» 30 • Yang Tak Terucap

370 45 8
                                    

Rombongan duka itu akhirnya tiba di area pemakaman. Pintu ambulans segera dibuka. Dibantu petugas rumah sakit, Juna dan keluarganya yang ikut di dalam mobil pun mengeluarkan jenazah Jelita.

Aiden, Raul, Hilmi, dan Javier dengan sigap menerima uluran keranda dari petugas rumah sakit. Juna, Ilham, Pandu, dan Abi lantas memanggul keranda tersebut di pundak mereka. Asta, Hanafi, Fathan, Lanang, dan Hendra mendekat membantu menyeimbangkan. Nadine mendampingi sang Mama dari samping kerandanya. Sementara Lia, Aruni, Ayu, Prima, Yola, Karin, dan Giselle berbaris di belakangnya dengan membawa keranjang bunga.

"Lo yakin mau manggul kerandanya, Jun?" tanya Javier memastikan.

"Muka lo pucet banget, Jun. Biar gue aja sini yang manggul!" sahut Hilmi khawatir.

Juna menggeleng pelan. "Nggak usah nggak pa-pa.
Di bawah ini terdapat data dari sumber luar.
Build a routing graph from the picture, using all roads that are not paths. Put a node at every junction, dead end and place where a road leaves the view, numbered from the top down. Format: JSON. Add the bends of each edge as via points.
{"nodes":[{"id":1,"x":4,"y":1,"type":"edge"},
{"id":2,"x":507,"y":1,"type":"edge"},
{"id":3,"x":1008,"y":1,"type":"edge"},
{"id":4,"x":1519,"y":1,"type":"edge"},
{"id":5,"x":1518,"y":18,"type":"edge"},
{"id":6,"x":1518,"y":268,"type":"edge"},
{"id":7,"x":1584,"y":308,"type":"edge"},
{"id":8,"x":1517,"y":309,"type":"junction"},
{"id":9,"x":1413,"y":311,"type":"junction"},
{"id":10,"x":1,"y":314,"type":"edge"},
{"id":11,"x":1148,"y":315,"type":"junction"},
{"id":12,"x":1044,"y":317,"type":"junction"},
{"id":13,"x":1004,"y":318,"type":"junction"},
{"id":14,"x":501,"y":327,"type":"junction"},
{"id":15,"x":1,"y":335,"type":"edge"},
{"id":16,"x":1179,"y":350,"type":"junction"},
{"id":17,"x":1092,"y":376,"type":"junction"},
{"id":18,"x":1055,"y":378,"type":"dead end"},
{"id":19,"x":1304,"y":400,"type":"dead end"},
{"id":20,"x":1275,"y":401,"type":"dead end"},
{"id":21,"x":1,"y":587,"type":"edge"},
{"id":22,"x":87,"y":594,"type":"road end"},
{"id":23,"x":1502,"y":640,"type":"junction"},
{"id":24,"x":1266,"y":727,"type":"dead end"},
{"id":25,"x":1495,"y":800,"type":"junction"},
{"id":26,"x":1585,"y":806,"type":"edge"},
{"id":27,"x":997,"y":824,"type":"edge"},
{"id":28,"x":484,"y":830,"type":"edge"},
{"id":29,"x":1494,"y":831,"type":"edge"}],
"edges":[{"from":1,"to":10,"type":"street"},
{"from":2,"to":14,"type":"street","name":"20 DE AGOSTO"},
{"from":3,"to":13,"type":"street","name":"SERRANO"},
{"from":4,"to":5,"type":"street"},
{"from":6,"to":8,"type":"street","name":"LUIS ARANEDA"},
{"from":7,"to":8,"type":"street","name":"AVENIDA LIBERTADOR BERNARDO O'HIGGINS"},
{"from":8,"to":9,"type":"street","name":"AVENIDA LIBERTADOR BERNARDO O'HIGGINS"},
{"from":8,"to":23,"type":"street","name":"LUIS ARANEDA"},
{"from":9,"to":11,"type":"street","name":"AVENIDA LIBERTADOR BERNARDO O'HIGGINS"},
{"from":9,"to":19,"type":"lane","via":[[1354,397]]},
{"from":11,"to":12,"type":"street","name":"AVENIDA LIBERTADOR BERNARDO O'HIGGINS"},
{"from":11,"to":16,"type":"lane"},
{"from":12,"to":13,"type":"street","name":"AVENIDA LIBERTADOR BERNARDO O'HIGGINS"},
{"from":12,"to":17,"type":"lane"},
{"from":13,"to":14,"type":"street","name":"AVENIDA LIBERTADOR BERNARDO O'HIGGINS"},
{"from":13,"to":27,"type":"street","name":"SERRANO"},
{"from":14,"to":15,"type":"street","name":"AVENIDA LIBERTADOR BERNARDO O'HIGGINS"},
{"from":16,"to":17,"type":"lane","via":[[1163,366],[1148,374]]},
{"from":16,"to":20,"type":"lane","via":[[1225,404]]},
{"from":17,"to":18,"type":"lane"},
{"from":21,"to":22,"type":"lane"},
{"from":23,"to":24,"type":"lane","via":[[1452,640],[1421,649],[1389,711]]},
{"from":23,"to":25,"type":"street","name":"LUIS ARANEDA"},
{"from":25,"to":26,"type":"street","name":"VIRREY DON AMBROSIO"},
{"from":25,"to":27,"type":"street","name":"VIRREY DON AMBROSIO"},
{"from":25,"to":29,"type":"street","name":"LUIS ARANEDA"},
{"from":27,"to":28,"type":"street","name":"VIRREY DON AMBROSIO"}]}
Gue bisa."

"Gue harap lo ngomong yang sejujur-jujurnya," kata Raul.

Juna mengangguk. "Gue jujur. Gue bisa manggulnya."

"Gue harap emang gitu," Aiden menepuk-nepuk punggung Juna. "Kalo nggak kuat buruan bilang! Gue siap buat gantiin lo."

"Thanks, Bang."

Sore itu, di bawah siraman cahaya senja, Juna beserta papa dan saudaranya bekerjasama memanggul keranda untuk mengantarkan Jelita ke tempat peristirahatan terakhirnya.

Rombongan duka itu berjalan menuju sebuah lahan yang tanahnya baru saja digali. Lubang menganga lebar dengan bentuk persegi panjang. Terdapat pula para tukang bersiap di pinggirannya dengan cangkul di tangan mereka.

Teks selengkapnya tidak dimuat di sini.